The risks of premature birth, low birth weight, and perinatal death are higher among teenage mothers, making teenage pregnancy a public health issue. Teenage mothers are also at a high risk of developing complications and dying during childbirth. It exposes them and their children to major health risks. According to WHO, “pregnancy and childbirth complications are the leading cause of death among girls aged 15–19 years globally.”
Teen pregnancies hinder socioeconomic development because they deprive young girls the opportunity to further their education and attain their career goals. As they engage in sex, most teenagers in Kenya never intend to carry the pregnancies, and so when they accidentally catch pregnancy, majority end up aborting.
Teenagers are also faced by other critical challenges. They are at a higher risk of sexually-related morbidity and mortality than older people because of their limited capacity to negotiate for safe sex and consent. Teenagers are also limited in their prevention against sexually transmitted diseases, and they lack protection against sexual violence. They have little access to contraceptive information and services to prevent unplanned pregnancy.
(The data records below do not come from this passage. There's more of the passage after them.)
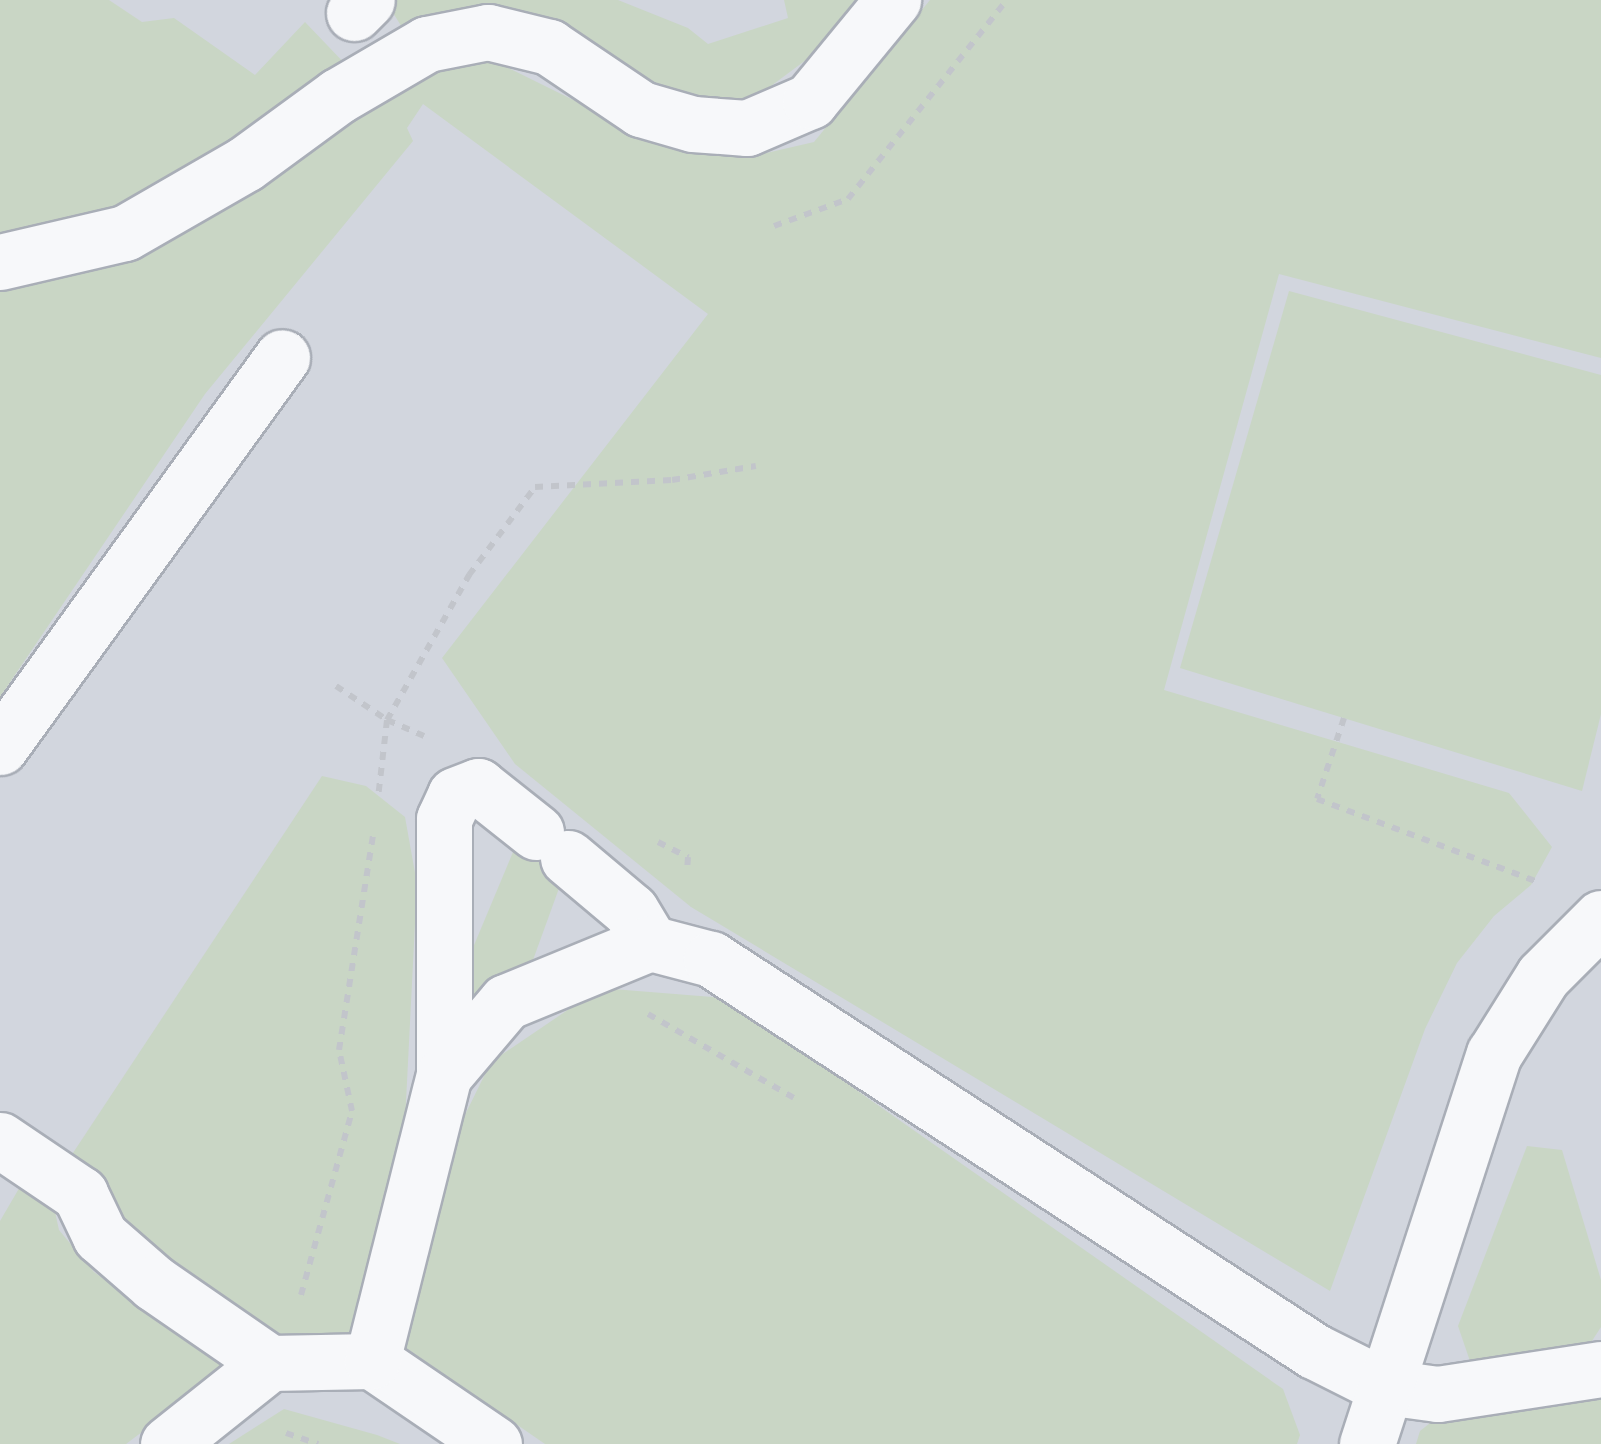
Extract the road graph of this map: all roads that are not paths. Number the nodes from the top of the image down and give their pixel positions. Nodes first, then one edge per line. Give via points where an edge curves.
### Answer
1 (893, 0) edge
2 (0, 262) edge
3 (282, 356) dead end
4 (0, 747) edge
5 (1601, 918) edge
6 (650, 943) junction
7 (444, 1075) junction
8 (0, 1140) edge
9 (372, 1360) junction
10 (270, 1364) junction
11 (1601, 1369) edge
12 (1386, 1387) junction
13 (168, 1444) edge
14 (494, 1444) edge
15 (1367, 1444) edge

1 - 2 street via 810,102 747,128 693,124 641,108 534,43 488,32 427,44 338,96 245,164 125,233
3 - 4 street
5 - 12 street via 1542,976 1494,1054
6 - 7 street via 506,1002
6 - 7 street via 631,911 478,786 454,796 444,819
6 - 12 street via 711,960 1314,1352
7 - 9 street
8 - 10 street via 80,1194 100,1236 154,1283
9 - 10 street
9 - 14 street
10 - 13 street
11 - 12 street via 1438,1394
12 - 15 street

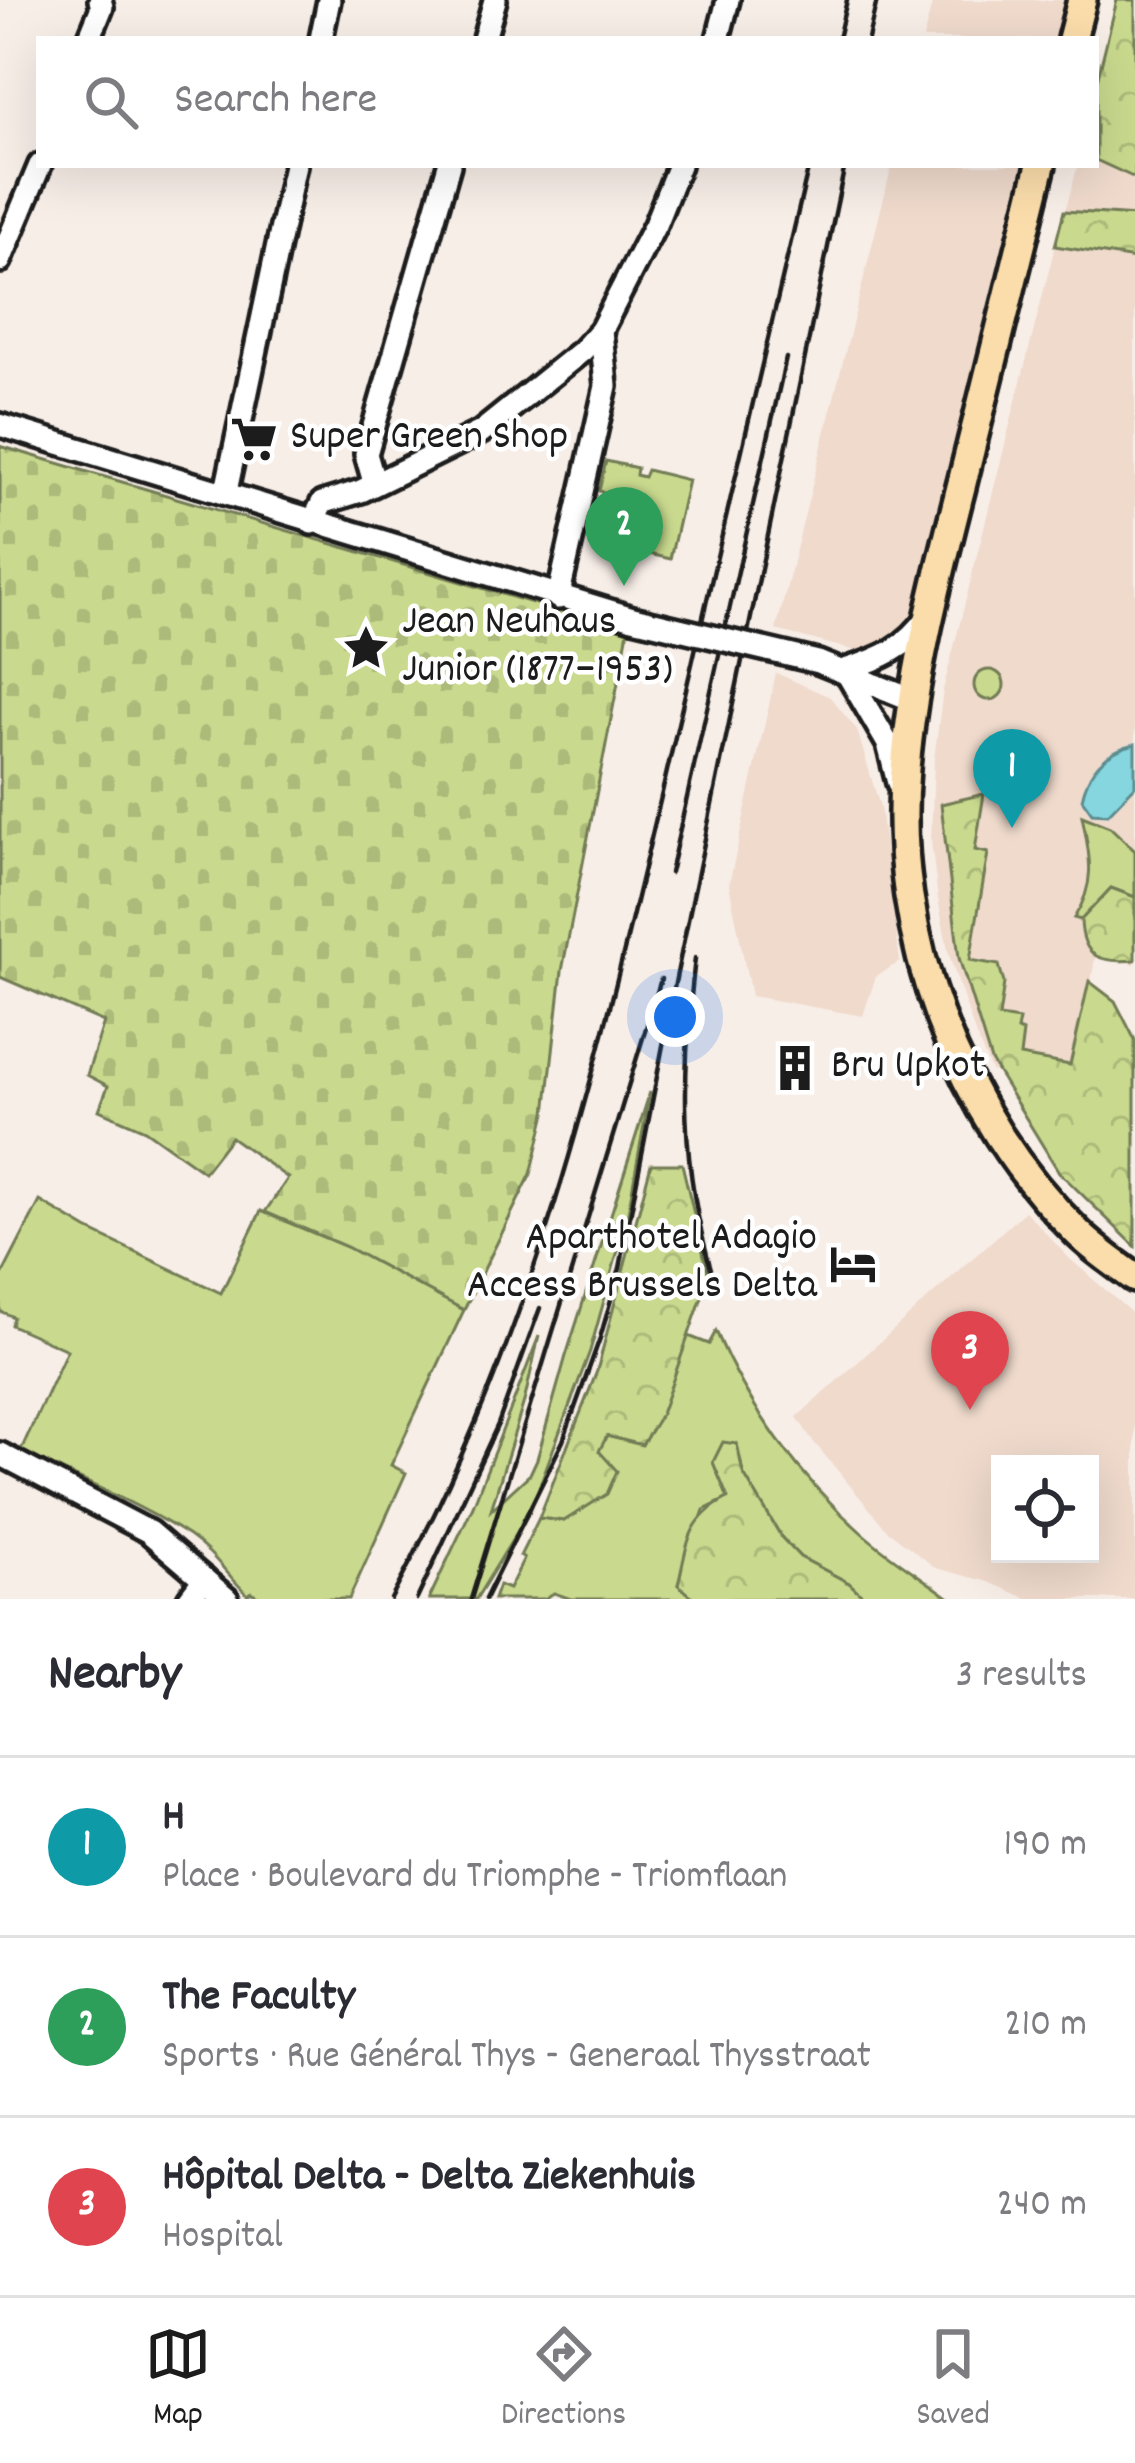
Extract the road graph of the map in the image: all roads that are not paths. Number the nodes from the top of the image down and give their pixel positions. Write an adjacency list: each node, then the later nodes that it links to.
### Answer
1 (100, 0): 7 (street)
2 (329, 0): 8 (street)
3 (495, 0): 9 (street)
4 (728, 0): 10 (street)
5 (1082, 0): 11 (main road)
6 (1098, 0): 12 (main road)
7 (90, 36)
8 (322, 36)
9 (485, 36)
10 (719, 36)
11 (1073, 36)
12 (1089, 36)
13 (39, 168): 19 (street)
14 (295, 168): 24 (street)
15 (447, 168): 23 (street)
16 (679, 168): 21 (street)
17 (1040, 168): 20 (main road)
18 (1056, 168): 20 (main road)
19 (0, 261)
20 (1011, 318): 28 (main road); 30 (main road)
21 (601, 330): 23 (street); 27 (street)
22 (0, 424): 24 (street)
23 (374, 482): 25 (street); 26 (street)
24 (226, 491): 25 (street)
25 (286, 513): 26 (street)
26 (312, 523): 27 (street)
27 (558, 598): 29 (street, bridge)
28 (929, 615): 29 (street); 30 (main road)
29 (845, 670): 30 (street); 31 (street)
30 (913, 700): 31 (main road)
31 (903, 808): 32 (main road)
32 (1135, 1278)
33 (0, 1454): 34 (street)
34 (204, 1580): 35 (street); 36 (street)
35 (189, 1599)
36 (227, 1599)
Further, as more people lose jobs and livelihoods as a result of the economic effect from Covid-19, particularly in low-income areas, some children may be or have already been forced into income-generating activities to support their families’ survival.
The closing down of schools across the country also meant stoppage of supply of school meals and sanitary towels, which children from disadvantaged families rely on significantly. Young girls are therefore at risk of involving themselves in transactional sex to access the essential needs and support their vulnerable families. Research shows a close relationship between poverty, lack of family support and transactional sex.
While teenage pregnancy in Kenya is high and needs to remain at the top of the government’s agenda, it rarely finds itself in public discourse, except when triggered by certain events. The government has committed to ending teenage pregnancy by 2030. Upholding the rights of young girls to sexuality education and provision of sexual and reproductive health services including contraceptives, as enshrined in the Maputo Protocol, and several national laws, policies and guidelines, are two of the most critical commitments of the Government.
Some efforts are in place towards mobilising high-level intergovernmental committees to develop and implement proven solutions.
But there is no better time to scale up these efforts than during this Covid-19 pandemic when unintended pregnancies are projected to rise.
Teenage pregnancy is highly insulated by cultural, religious, and socio-economic factors that are multiple and layered. This calls for confronting hard truths and realities of the issue with honesty and openness.